Film critic Adam Nayman’s ‘Mind Games’ explores the successful perfectionism of the ‘Fight Club,’ ‘Se7en,’ ‘The Social Network’ and ‘Zodiac’ director
In 1985, aspiring director David Fincher was tapped by the American Cancer Society to make a PSA. Riffing off Stanley Kubrick‘s “2001,” Fincher put forth one of the most provocative and memorable commercials ever featuring an in-utero fetus smoking a cigarette to demonstrate the dangers of pregnant smoking.
This PSA was just the beginning of Fincher’s ability to utilize the shared language and visuals of film to express a point. He would move next to directing music videos where he famously invoked Fritz Lang‘s “Metropolis” while directing Madonna’s 1989 video for “Express Yourself.”

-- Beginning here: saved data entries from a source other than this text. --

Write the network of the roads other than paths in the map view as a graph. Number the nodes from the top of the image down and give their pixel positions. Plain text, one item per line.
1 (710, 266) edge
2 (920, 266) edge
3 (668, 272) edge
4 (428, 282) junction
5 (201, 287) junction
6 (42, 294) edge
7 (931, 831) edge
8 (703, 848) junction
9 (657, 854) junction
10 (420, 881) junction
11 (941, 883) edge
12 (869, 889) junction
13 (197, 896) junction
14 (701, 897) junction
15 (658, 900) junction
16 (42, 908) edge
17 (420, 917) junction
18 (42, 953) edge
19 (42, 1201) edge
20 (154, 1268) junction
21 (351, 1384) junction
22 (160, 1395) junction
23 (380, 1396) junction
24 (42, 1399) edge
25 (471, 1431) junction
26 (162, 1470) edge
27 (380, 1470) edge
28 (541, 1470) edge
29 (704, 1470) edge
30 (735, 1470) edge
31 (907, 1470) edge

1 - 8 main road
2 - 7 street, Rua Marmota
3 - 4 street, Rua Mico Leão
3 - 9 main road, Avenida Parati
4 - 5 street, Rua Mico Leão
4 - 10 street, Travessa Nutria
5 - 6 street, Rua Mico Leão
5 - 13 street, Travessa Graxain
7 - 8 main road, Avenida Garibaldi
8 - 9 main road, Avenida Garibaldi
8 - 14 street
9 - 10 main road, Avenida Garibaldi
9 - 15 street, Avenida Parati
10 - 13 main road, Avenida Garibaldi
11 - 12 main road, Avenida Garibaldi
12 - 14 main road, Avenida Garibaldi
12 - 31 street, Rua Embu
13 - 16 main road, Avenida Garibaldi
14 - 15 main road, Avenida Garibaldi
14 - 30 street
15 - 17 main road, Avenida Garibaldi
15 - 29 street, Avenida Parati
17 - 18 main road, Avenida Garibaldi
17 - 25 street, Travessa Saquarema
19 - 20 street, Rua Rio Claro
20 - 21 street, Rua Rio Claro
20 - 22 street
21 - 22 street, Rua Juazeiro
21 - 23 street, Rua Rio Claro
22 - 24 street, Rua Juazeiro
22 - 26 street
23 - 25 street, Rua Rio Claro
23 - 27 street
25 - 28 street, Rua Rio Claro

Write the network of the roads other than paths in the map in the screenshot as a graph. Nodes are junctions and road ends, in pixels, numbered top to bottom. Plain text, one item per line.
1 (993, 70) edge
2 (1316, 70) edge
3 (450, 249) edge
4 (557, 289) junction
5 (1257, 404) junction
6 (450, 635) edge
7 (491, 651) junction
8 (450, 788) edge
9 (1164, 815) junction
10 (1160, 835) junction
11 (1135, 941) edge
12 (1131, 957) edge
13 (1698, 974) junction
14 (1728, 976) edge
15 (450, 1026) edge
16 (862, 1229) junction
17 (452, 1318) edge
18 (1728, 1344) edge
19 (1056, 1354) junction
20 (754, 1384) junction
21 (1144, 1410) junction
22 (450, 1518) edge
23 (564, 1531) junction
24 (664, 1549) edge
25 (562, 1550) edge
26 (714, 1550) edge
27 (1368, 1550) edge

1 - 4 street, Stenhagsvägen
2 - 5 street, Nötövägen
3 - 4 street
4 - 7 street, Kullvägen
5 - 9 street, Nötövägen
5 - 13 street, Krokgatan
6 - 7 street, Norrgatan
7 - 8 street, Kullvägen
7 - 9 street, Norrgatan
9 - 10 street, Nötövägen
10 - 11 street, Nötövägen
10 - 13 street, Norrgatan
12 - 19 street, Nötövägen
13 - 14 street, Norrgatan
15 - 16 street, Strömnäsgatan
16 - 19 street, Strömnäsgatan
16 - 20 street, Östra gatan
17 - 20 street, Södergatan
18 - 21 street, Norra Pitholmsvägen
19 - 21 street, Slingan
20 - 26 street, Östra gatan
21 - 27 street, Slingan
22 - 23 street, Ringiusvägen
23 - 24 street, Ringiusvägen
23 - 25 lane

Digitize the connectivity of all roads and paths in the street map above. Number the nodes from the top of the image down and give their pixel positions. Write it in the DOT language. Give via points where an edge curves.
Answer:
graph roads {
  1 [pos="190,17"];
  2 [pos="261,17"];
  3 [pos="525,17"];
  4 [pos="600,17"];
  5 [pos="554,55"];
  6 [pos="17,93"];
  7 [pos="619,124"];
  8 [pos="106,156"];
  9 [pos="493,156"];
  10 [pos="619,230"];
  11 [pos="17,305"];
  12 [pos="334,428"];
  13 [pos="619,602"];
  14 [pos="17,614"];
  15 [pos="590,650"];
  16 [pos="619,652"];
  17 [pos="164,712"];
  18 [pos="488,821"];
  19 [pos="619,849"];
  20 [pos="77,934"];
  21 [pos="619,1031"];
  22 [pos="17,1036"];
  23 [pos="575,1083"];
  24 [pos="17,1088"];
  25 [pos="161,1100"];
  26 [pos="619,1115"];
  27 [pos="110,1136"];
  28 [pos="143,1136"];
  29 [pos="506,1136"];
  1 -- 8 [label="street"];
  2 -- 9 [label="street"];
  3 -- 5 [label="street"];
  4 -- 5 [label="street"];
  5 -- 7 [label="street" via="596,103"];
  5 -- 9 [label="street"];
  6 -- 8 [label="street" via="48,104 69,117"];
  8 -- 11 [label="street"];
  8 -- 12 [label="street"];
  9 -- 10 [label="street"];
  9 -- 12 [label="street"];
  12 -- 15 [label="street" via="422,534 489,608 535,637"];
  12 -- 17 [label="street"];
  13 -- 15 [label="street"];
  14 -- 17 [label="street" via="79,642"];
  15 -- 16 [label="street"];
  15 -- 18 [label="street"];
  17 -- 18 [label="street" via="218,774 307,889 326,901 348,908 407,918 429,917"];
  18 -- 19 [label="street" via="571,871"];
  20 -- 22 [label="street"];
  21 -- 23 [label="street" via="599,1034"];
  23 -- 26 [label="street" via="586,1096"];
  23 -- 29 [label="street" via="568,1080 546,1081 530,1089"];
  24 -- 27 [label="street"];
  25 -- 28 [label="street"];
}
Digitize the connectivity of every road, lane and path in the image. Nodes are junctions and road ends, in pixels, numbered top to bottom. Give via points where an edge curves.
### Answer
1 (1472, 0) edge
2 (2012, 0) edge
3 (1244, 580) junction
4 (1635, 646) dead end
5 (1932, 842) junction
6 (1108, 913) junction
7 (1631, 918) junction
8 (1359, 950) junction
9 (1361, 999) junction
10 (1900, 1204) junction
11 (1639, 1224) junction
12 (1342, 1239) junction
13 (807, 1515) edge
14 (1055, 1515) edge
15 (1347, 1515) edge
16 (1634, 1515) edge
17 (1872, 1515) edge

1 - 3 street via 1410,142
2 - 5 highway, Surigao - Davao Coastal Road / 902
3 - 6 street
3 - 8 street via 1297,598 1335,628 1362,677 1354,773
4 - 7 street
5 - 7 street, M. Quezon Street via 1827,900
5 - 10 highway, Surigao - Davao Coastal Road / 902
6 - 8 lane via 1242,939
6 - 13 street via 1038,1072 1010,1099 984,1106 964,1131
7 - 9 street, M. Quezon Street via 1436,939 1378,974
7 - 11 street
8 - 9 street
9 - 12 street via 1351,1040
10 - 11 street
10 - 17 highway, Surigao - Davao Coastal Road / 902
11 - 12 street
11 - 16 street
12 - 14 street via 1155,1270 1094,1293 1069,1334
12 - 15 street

Film critic Adam Nayman told WPR‘s “BETA” that Fincher’s cinematic ambition was present in all of this early work before he became a household name directing transcendent films like “Fight Club,” “Se7en,” “Zodiac” and “The Social Network.”
“I think that he was part of a cycle of music video directors who were drawing on movies for the music videos. So, by the time they ended up making feature films, the visual language and the ambition were already there,” Nayman said.
Nayman is the author of “David Fincher: Mind Games,” a comprehensive critical companion book to Fincher’s career output thus far. It’s the third installment of Nayman’s deep dives into generational filmmakers that includes the Coen brothers and Paul Thomas Anderson.